* **Task to complete**
Among the entries below, please show each line that carries the word "then".
+===+
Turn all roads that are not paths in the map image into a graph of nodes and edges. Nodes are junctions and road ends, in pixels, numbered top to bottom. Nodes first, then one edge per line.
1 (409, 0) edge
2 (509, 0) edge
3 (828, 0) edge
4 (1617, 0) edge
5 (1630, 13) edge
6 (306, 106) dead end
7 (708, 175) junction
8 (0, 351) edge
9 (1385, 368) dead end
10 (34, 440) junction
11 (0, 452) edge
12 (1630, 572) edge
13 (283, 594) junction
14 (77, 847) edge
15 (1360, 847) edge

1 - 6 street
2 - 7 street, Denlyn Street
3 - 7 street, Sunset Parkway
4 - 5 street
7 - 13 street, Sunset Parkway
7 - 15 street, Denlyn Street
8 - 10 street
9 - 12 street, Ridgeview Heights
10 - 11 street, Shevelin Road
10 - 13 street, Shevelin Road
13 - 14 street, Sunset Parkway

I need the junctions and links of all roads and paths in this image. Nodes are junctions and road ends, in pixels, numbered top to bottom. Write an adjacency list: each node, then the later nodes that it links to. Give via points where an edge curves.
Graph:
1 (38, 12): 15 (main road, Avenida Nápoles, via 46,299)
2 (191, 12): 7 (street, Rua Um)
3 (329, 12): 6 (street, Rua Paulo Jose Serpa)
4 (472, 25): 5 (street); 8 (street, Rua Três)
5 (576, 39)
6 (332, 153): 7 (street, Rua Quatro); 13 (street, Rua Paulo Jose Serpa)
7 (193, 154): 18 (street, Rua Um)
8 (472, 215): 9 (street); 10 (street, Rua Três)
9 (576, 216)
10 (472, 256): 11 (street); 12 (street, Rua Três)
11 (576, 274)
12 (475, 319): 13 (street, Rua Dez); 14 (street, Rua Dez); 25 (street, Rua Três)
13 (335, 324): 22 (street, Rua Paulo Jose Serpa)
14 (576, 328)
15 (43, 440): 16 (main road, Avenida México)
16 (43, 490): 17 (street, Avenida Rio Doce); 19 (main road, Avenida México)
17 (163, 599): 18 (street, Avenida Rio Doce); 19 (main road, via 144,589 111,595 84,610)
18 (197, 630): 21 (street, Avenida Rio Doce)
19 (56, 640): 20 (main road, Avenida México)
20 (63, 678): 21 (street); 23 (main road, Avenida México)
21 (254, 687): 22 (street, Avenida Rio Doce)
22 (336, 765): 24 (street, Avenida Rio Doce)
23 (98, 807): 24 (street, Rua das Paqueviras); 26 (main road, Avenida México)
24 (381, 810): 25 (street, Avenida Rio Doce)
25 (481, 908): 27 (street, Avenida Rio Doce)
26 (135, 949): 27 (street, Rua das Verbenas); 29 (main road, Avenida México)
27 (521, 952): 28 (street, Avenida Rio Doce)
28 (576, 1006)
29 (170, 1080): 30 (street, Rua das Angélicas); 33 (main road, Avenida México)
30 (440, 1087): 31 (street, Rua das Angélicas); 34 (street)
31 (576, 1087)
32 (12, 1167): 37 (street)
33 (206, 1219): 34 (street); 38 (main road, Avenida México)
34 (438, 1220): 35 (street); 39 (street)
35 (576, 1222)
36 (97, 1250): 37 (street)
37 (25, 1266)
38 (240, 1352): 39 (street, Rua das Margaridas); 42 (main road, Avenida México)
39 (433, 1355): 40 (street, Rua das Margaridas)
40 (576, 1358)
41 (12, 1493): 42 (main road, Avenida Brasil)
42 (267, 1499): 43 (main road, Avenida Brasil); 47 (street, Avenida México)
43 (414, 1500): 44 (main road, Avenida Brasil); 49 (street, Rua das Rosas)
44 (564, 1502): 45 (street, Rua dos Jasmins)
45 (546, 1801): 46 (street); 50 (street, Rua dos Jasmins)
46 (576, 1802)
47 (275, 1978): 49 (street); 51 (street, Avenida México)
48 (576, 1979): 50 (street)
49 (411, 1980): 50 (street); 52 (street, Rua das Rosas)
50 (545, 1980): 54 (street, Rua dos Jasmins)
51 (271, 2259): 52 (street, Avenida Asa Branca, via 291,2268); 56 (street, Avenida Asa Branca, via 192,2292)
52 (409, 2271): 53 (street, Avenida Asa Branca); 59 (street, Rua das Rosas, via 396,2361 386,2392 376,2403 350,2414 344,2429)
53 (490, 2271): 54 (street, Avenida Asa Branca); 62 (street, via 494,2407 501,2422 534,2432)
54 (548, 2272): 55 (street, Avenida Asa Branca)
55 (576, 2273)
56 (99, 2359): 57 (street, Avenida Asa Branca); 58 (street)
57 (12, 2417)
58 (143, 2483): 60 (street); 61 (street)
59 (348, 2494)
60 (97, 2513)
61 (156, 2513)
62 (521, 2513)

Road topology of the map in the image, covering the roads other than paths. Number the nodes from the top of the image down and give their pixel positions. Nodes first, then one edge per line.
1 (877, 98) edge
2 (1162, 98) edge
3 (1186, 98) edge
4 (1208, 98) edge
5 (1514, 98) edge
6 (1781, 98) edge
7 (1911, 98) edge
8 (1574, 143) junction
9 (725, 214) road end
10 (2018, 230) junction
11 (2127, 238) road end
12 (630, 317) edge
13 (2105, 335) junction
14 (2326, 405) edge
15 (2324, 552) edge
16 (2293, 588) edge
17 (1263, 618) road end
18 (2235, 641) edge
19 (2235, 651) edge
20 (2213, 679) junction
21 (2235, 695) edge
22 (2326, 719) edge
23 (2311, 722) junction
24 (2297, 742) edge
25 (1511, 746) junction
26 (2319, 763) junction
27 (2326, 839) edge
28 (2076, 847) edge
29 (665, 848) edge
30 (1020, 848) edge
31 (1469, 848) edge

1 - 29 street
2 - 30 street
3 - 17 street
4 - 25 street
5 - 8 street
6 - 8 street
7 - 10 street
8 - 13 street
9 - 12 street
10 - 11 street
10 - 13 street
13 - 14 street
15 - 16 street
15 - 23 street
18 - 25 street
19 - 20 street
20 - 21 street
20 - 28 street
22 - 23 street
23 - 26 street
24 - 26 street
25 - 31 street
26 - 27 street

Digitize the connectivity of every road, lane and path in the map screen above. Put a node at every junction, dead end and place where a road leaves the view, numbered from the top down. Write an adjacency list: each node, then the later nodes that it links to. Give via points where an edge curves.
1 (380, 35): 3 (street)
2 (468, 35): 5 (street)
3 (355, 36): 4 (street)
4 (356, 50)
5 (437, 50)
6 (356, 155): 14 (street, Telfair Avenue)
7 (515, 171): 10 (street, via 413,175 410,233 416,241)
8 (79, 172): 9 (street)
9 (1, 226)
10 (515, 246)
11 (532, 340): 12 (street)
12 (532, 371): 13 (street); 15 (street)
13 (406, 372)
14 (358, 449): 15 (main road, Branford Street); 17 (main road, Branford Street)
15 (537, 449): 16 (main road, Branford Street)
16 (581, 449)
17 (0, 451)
+===+
* **Exercise result**
Turn all roads that are not paths in the map image into a graph of nodes and edges. Nodes are junctions and road ends, in pixels, numbered top to bottom. Nodes first, then one edge per line.
I need the junctions and links of all roads and paths in this image. Nodes are junctions and road ends, in pixels, numbered top to bottom. Write an adjacency list: each node, then the later nodes that it links to. Give via points where an edge curves.
Road topology of the map in the image, covering the roads other than paths. Number the nodes from the top of the image down and give their pixel positions. Nodes first, then one edge per line.
Digitize the connectivity of every road, lane and path in the map screen above. Put a node at every junction, dead end and place where a road leaves the view, numbered from the top down. Write an adjacency list: each node, then the later nodes that it links to. Give via points where an edge curves.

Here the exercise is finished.